Step 4: Aggregate Results and Identify At-Risk Parts

Collect verification results from all runs and identify instructions that were inconsistently followed:

<AGGREGATION_LOGIC>
For each instruction:
  followed_count = number of runs where STATUS == FOLLOWED
  violated_count = number of runs where STATUS == VIOLATED
  applicable_runs = total_runs - (runs where STATUS == NOT_APPLICABLE)

  compliance_rate = followed_count / applicable_runs

  Classification:
  - compliance_rate == 1.0: RELIABLE (always followed)
  - compliance_rate >= 0.8: MOSTLY_RELIABLE (minor inconsistency)
  - compliance_rate >= 0.5: AT_RISK (inconsistent - likely lost-in-middle)
  - compliance_rate < 0.5: FREQUENTLY_IGNORED (severe issue)
  - compliance_rate == 0.0: ALWAYS_IGNORED (critical failure)
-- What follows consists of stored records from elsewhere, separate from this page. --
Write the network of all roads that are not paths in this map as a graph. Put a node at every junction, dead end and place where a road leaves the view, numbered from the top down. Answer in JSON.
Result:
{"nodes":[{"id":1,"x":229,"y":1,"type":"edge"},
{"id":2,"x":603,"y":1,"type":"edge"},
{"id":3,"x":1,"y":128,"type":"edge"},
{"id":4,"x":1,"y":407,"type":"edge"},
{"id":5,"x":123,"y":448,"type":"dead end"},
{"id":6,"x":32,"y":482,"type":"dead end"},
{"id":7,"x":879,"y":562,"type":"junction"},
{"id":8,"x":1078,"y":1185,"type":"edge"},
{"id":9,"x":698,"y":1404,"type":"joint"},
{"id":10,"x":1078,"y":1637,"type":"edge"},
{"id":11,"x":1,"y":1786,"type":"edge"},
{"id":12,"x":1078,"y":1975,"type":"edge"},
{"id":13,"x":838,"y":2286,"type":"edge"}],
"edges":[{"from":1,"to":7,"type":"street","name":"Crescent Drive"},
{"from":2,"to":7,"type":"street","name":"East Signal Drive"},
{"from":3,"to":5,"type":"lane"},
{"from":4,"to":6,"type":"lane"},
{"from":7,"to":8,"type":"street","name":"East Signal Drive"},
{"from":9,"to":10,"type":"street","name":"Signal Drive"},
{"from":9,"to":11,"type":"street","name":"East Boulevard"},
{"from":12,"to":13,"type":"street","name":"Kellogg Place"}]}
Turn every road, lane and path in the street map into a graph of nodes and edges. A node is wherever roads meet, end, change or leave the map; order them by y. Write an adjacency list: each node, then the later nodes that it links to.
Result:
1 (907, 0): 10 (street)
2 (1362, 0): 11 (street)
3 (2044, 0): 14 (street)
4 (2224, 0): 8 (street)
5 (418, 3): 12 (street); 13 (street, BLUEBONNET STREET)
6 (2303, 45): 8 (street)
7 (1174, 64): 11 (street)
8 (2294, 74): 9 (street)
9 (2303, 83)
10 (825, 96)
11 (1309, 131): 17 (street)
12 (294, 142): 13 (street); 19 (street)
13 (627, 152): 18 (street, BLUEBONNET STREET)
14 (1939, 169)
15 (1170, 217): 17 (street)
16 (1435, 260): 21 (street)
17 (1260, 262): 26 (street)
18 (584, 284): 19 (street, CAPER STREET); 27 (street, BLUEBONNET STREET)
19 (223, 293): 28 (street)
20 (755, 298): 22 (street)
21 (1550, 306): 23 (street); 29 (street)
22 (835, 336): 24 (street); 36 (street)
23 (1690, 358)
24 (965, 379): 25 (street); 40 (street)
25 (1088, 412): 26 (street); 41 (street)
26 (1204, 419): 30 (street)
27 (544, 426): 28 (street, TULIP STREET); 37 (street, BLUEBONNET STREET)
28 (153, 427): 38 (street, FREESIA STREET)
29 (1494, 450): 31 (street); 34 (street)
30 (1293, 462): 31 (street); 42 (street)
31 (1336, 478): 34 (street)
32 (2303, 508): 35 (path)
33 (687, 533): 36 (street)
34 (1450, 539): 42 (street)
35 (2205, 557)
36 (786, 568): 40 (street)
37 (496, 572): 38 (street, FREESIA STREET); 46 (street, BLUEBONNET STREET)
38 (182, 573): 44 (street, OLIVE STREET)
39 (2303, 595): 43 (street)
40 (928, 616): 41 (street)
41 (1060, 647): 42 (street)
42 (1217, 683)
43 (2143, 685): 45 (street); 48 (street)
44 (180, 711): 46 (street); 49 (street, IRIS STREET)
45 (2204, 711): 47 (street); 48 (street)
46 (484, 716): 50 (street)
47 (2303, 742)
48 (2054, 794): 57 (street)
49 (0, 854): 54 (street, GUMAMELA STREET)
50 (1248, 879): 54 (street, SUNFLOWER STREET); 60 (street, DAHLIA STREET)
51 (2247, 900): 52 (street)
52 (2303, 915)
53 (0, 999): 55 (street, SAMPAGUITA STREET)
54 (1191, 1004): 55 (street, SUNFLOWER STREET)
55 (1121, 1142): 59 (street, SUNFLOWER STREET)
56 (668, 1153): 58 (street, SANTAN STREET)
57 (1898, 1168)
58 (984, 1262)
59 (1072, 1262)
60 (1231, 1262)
AT_RISK instructions are the primary signal for lost-in-middle problems.
These are instructions that work sometimes but not consistently, indicating
they are in attention-weak positions.
</AGGREGATION_LOGIC>

<AGGREGATION_OUTPUT_FORMAT>
INSTRUCTION COMPLIANCE SUMMARY:

| Instruction | Followed | Violated | Compliance Rate | Status |
|-------------|----------|----------|-----------------|--------|
| 1. Never modify /production | 5/5 | 0/5 | 100% | RELIABLE |
| 2. Run tests before commit | 3/5 | 2/5 | 60% | AT_RISK |
| 3. TypeScript strict mode | 4/5 | 1/5 | 80% | MOSTLY_RELIABLE |
| 4. Max function length 50 | 2/5 | 3/5 | 40% | FREQUENTLY_IGNORED |
| 5. Include JSDoc | 5/5 | 0/5 | 100% | RELIABLE |
| 6. Format as JSON | 1/5 | 4/5 | 20% | ALWAYS_IGNORED |
| 7. Log modifications | 3/5 | 2/5 | 60% | AT_RISK |

AT-RISK INSTRUCTIONS (likely in lost-in-middle zone):
- Instruction 2: "Run tests before commit" (60% compliance)
- Instruction 4: "Max function length 50" (40% compliance)
- Instruction 6: "Format as JSON" (20% compliance)
- Instruction 7: "Log modifications" (60% compliance)
</AGGREGATION_OUTPUT_FORMAT>

Step 5: Output Recommendations

Based on the at-risk parts identified, provide specific remediation guidance:

<RECOMMENDATIONS_OUTPUT>
LOST-IN-MIDDLE ANALYSIS COMPLETE

At-Risk Instructions Detected: {count}
These instructions are inconsistently followed, indicating they likely
reside in attention-weak positions (middle of prompt).

SPECIFIC RECOMMENDATIONS:

1. MOVE CRITICAL INFORMATION TO ATTENTION-FAVORED POSITIONS
   The following instructions should be relocated to the beginning or end of your prompt:
   - "Run tests before commit" -> Move to <CRITICAL_CONSTRAINTS> at prompt START
   - "Max function length 50" -> Move to <KEY_REMINDERS> at prompt END
   - "Format as JSON" -> Move to <OUTPUT_FORMAT> at prompt END
   - "Log modifications" -> Add to both START and END sections

2. USE EXPLICIT MARKERS TO HIGHLIGHT CRITICAL INFORMATION
   Restructure at-risk instructions with emphasis:

   Before: "Always run tests before committing"
   After:  "**CRITICAL:** You MUST run tests before committing. Never skip this step."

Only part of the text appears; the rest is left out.